The Gulf Breeze Zoo is divided into 20 acres of walking exhibits and a 30 acres free roaming preserve area that guests take a guided train ride through. The walking portion includes many animals including American black bears, lions, tigers, clouded leopards, red kangaroo, Galapagos tortoises, and a large variety of exotic birds such as American flamingos, Indian peafowl, owls, macaws, king vultures, laughing kookaburra, ostriches and toucans. The Zoo has several interactive feeding areas including a large petting area, a giraffe feeding area, and a walk-through budgerigar enclosure.

Other highlighted exhibits throughout the park include warthogs, Asian small-clawed otters, American alligators, and dromedary camels. Primate exhibits include ring-tailed lemurs, lar gibbons, siamangs, Schmidt's guenon, golden-headed lion tamarins, black-headed spider monkeys, western lowland gorillas, and Bornean orangutans. Activities include feeding some animals including giraffes, goats, highland cattle and alligators, as well as a free-flight Australian parakeet aviary.

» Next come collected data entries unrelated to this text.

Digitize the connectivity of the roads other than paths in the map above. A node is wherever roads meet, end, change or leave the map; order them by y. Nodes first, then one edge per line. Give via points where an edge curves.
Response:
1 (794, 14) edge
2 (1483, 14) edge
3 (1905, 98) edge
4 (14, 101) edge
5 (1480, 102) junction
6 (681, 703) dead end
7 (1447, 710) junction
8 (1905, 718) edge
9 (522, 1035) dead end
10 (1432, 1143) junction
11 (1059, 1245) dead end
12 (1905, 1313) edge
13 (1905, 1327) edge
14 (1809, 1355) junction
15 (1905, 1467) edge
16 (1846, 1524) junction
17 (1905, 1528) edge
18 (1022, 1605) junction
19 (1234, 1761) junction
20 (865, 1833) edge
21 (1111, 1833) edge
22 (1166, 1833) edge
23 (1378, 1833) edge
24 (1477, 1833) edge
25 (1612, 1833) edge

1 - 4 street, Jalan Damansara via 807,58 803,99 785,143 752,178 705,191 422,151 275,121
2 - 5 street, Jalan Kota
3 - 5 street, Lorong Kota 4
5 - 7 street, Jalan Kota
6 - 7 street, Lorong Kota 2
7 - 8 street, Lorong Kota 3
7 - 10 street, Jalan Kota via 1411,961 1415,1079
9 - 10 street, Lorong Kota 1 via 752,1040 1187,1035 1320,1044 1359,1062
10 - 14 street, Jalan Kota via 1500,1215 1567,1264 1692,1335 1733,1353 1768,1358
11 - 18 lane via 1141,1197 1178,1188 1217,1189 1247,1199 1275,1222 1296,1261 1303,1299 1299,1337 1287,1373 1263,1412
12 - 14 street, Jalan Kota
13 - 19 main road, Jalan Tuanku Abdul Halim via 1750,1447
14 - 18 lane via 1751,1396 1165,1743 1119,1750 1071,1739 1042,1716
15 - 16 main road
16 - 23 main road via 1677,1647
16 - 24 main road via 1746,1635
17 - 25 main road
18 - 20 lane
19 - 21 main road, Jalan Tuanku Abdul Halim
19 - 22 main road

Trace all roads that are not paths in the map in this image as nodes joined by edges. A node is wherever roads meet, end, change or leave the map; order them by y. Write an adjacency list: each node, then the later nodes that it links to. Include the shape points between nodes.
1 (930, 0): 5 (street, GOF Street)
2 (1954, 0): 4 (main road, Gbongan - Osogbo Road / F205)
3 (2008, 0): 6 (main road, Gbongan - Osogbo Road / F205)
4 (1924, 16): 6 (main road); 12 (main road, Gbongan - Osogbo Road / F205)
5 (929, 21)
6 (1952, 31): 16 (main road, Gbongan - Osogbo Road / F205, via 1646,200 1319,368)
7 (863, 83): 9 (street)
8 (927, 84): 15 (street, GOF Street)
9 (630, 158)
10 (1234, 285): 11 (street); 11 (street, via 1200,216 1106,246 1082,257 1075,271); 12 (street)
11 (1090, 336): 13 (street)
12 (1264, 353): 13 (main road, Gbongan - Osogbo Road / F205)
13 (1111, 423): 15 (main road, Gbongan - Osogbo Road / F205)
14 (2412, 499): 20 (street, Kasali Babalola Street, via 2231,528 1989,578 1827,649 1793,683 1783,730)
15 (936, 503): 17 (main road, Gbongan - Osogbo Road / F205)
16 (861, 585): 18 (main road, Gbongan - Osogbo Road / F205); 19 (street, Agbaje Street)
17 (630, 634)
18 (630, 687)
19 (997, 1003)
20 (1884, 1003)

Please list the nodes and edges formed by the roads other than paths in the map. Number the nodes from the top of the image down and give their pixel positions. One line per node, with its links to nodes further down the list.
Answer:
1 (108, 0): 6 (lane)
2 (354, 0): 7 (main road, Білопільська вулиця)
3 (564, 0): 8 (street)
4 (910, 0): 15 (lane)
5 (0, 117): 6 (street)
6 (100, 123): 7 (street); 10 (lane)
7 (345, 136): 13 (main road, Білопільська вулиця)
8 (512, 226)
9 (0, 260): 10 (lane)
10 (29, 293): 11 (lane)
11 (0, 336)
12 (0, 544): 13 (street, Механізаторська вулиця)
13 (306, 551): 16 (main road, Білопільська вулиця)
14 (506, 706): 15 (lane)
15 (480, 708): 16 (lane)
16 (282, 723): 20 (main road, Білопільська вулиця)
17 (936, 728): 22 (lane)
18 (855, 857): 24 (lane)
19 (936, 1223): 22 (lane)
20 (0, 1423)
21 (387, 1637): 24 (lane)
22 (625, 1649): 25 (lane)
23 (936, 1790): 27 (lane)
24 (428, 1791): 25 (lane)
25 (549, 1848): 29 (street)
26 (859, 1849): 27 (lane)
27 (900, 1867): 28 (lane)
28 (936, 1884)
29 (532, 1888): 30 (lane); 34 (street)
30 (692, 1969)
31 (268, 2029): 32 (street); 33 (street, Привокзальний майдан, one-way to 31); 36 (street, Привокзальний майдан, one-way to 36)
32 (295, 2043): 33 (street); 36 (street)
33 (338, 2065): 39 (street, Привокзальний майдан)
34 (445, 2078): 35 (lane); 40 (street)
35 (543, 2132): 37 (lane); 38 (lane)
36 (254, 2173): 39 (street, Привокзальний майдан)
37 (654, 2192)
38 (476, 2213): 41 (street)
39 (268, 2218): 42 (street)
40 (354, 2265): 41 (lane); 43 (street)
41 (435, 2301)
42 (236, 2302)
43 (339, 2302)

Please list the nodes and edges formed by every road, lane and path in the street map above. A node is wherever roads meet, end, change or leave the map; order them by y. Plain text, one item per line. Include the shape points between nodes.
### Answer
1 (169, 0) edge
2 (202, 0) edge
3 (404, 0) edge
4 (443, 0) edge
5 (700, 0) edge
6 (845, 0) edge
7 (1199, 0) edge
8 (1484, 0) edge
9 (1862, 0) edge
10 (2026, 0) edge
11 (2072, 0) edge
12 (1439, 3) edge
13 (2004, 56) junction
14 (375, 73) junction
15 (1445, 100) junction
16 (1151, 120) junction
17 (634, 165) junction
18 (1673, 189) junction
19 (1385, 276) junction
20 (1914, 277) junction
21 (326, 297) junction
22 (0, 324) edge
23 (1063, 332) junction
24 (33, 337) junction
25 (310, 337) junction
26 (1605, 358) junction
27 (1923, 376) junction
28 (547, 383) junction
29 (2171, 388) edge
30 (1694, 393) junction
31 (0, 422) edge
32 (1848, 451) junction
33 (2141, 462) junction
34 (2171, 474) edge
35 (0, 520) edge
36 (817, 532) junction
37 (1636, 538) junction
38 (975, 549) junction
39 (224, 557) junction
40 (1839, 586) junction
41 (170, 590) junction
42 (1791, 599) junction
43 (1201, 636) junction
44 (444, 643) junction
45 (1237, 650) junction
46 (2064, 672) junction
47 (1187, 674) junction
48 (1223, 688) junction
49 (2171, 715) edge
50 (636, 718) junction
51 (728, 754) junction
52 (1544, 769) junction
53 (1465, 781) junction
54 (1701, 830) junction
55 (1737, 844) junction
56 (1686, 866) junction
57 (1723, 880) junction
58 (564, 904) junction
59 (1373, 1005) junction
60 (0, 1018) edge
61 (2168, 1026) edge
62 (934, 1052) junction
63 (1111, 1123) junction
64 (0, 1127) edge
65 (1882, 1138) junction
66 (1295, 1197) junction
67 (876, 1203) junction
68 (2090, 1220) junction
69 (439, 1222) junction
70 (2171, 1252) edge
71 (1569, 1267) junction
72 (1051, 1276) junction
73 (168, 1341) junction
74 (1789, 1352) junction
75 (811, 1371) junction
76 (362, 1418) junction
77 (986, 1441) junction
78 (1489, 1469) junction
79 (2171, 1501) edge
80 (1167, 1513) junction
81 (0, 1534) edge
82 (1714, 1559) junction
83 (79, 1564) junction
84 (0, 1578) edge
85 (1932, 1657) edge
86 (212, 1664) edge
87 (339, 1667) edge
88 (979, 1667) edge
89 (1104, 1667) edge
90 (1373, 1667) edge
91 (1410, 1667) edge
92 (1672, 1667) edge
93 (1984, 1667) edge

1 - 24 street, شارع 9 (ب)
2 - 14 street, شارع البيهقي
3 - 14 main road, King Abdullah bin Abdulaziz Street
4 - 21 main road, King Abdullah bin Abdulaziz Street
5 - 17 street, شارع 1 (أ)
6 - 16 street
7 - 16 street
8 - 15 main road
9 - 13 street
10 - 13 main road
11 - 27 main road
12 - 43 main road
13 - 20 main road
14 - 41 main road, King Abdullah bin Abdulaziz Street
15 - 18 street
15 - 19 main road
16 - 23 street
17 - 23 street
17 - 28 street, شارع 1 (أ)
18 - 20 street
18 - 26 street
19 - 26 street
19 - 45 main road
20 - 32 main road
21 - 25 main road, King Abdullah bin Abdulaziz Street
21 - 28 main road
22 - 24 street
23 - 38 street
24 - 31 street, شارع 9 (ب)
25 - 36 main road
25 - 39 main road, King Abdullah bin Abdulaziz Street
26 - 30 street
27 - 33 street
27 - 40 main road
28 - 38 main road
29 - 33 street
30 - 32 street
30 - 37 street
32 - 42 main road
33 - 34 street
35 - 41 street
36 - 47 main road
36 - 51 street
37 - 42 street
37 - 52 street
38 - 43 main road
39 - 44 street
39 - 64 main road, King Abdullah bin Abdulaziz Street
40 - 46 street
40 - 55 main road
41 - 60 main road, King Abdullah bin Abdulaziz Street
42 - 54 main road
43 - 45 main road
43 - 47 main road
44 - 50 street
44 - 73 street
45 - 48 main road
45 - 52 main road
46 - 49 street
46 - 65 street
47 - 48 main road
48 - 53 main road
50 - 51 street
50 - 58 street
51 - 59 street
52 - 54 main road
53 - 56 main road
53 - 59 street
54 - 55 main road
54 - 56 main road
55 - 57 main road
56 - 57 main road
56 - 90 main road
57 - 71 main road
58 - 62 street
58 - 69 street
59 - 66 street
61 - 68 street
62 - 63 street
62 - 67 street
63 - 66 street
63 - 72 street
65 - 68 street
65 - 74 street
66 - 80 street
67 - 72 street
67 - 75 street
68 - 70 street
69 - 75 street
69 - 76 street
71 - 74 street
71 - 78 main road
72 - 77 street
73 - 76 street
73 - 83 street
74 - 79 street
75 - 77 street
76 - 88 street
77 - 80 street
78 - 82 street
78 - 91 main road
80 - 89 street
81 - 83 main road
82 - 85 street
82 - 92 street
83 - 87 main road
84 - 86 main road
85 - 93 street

Another unique area of the walking portion of the Zoo includes a large raised boardwalk that allows visitors to see herds of various hoofstock, capybara, pygmy hippos and orangutans.

A C.P. Huntington locomotive train takes visitors on a 20-minute guided tour, where they can see axis deer, blackbuck, blue wildebeest, greater kudu, sable antelope, Thomson's gazelle, an Indian rhino, and white rhinos roaming on 30 acres and get a close view of the gorillas and hippos.